Quase consigo ver Luciana procurando a melhor pose para a foto. Procurando uma maneira de não estragar o cenário, de não parecer sem graça no meio daquela imensidão maravilhosa. Olhando em volta, sentido a brisa leve no seu rosto, nos seus cabelos e pensando que nunca mais vivenciaria algo assim. Algo tão grande, tão perfeito e tão natural!
 
Ela fecha os olhos e respira fundo, tentando não esquecer daquele momento nunca mais. Tentando decorar o cheiro do ar e o gosto da paisagem. Olha ao seu redor, vê seus amigos ou família, vê quem ama; ali com ela, compartilhando da vista, das emoções, dos sentidos que aquele local ativou em todos. Olha em volta, caminha para perto daquela imensidão e vira de costas. "Pronto. Estou aqui." Coloca a mão na cintura e sorri. Desiste. Levanta as mãos ao céu e tenta da risada, finge que vai pular, mas fica com medo e resolve não fazer nada.
 
Os amigos olham felizes, dizem para fazer isso ou aquilo, mas ela nada escuta, nada vê além da imensidão atrás de si, ao virar o pescoço para observar, reunir forças. Eles posam ao seu lado, fazem brincadeiras e a fazem sorrir e ainda assim ela não consegue. Não sabe como conseguir... quer expressar o que sente, a gigantesca felicidade sem roubar a atenção do local em que se encontra. Não sabe como. Não pode saber.
 
Por fim ela desiste. Desiste de arrumar a pose perfeito, de registrar o momento perfeito. Afinal, tudo ali já falava por si só... era natural, era a beleza que a terra havia feito sozinha, esculpido delicadamente, anos após anos. Então, com tudo isso em mente, para que pose? Para que estragar o que já é tão perfeito? Por que não ser tão natural quanto as águas daquele mar? Tão natural quanto as pedras sobre as quais estava?
 
Sem pose, sem complicações. Assim Luciana sentiu o momento, deixou que a experiência falasse por si, exprimiu seus sentimentos apenas com seu sorriso, deixando de lado todo aquele nervosismo para trás. Era então a foto perfeita. Simples, tranquila e principalmente... natural. Como a paisagem na Croácia, que a encantava e como seu sentimento. Não havia nada mais natural que aquilo.
 
Abaixo o recadinho de Luciana para o blog :
 
"Essa foto representa muito para mim, porque tudo teve um gostinho especial no ano em que estive lá( verão de 2011), e por vários motivos:primeira viagem internacional, primeiro voo sozinha (by myself) sem poder apertar a mão bem forte de ninguém, pelo frio na barriga em conhecer lugares que nunca um dia pensei em conhecer..
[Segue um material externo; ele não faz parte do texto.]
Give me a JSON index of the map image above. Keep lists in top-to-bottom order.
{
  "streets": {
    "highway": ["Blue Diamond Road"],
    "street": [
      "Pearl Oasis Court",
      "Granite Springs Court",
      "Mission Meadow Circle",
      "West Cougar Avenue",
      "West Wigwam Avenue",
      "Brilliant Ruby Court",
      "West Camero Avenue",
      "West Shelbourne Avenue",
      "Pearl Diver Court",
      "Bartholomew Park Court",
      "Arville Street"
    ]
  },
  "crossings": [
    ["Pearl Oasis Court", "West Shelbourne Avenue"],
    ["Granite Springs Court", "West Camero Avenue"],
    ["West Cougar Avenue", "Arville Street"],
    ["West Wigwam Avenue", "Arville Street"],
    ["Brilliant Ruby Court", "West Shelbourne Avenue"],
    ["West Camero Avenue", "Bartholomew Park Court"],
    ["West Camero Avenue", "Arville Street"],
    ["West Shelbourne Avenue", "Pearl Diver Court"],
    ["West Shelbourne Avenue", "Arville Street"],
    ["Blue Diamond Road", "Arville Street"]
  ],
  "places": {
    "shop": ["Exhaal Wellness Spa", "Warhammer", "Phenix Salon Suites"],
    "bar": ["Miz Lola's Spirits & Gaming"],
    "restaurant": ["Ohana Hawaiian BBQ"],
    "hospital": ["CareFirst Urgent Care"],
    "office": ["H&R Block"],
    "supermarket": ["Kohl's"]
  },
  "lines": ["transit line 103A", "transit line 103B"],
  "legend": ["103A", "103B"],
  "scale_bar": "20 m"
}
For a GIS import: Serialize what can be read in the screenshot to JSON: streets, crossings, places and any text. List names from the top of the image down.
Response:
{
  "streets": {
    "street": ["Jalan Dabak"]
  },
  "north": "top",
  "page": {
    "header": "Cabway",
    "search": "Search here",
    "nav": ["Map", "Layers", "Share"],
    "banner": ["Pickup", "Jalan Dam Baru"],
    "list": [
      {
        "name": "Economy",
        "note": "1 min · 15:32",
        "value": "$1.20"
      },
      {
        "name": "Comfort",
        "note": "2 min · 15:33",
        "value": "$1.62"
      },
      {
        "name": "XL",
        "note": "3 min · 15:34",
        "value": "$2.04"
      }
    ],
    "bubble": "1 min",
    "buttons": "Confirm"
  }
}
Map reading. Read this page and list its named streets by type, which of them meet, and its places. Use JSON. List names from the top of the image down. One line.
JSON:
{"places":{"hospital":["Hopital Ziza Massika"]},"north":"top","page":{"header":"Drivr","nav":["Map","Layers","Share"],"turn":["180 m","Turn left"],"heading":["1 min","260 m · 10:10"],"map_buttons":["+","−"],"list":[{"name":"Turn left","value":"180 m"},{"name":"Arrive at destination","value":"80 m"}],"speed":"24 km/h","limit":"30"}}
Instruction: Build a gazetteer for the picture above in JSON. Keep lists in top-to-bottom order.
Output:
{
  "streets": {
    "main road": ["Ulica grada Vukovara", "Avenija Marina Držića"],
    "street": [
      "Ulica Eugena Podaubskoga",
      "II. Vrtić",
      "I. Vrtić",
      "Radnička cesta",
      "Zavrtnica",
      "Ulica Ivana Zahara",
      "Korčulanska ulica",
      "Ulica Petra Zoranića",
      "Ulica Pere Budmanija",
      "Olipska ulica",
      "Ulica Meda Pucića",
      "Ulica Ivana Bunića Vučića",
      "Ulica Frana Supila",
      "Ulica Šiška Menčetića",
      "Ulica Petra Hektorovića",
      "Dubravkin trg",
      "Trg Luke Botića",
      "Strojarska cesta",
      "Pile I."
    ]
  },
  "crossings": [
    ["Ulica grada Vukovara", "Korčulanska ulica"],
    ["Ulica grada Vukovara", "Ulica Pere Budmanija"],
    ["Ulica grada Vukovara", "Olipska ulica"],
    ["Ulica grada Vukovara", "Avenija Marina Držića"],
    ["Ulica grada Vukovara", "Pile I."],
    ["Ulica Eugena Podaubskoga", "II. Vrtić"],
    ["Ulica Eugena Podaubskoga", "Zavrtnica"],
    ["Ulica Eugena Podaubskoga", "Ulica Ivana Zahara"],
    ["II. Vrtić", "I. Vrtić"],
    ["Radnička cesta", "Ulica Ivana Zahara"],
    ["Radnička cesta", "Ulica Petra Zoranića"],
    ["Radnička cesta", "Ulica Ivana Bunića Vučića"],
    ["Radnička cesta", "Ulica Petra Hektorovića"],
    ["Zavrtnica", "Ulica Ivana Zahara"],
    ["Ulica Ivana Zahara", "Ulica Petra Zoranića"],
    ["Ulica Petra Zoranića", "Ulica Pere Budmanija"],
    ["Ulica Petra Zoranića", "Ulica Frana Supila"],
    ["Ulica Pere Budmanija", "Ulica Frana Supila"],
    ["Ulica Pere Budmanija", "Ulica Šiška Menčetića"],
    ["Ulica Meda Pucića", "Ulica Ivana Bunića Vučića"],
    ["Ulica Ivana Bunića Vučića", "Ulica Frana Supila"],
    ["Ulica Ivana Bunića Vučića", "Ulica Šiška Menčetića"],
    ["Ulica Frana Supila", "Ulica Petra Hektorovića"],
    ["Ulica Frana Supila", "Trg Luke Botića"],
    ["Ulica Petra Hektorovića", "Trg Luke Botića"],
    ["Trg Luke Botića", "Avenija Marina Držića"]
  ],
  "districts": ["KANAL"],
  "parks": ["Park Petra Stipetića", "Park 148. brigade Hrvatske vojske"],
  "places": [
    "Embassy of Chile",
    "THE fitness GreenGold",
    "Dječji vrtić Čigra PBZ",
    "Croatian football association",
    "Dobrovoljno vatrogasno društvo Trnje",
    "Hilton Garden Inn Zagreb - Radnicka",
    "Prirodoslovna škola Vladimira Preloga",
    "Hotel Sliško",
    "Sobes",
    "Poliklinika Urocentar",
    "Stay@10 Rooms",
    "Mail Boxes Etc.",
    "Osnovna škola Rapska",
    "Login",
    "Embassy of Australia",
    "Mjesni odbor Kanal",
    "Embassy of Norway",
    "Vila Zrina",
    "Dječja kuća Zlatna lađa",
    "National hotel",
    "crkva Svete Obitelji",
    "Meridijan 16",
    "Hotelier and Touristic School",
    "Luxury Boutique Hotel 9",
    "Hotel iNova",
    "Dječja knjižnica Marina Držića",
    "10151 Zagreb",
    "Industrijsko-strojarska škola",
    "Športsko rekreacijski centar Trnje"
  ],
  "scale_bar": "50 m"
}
E tudo foi como poderia ter sido:MARAVILHOSO.
Conheci pessoas, novas culturas, praias paradisíacas, água límpida e cristalina(algo raro aqui no Rio de Janeiro!) e paisagens estonteantes que simplesmente hipnotizava ao individuo.
Aí surgiu a ideia da Nadja sobre o concurso e pensei, por que não mandar a foto que tanto representou meu estado de espírito e me faz relembrar momentos mágicos assim como tenho certeza que representou também para as demais concorrentes com suas respectivas fotos.
Muito feliz de ter ganhado, levando em consideração que NUNCA faturo nenhum tipo de concurso!rs 
Bom, parabéns a Nadja pela iniciativa(sempre antenada!), a Ferlin, pois em breve terei um lindo colar dela e a todos nós que através do concurso pudemos compartilhar nossos momentos pelo mundão afora !"
 
Curiosos para ver o prêmio escolhido? Uma jóia da loja virtual de minha amiga, Ferlin Yoswara; a Arthyc Jewels.



E aí? Curtiram? ;)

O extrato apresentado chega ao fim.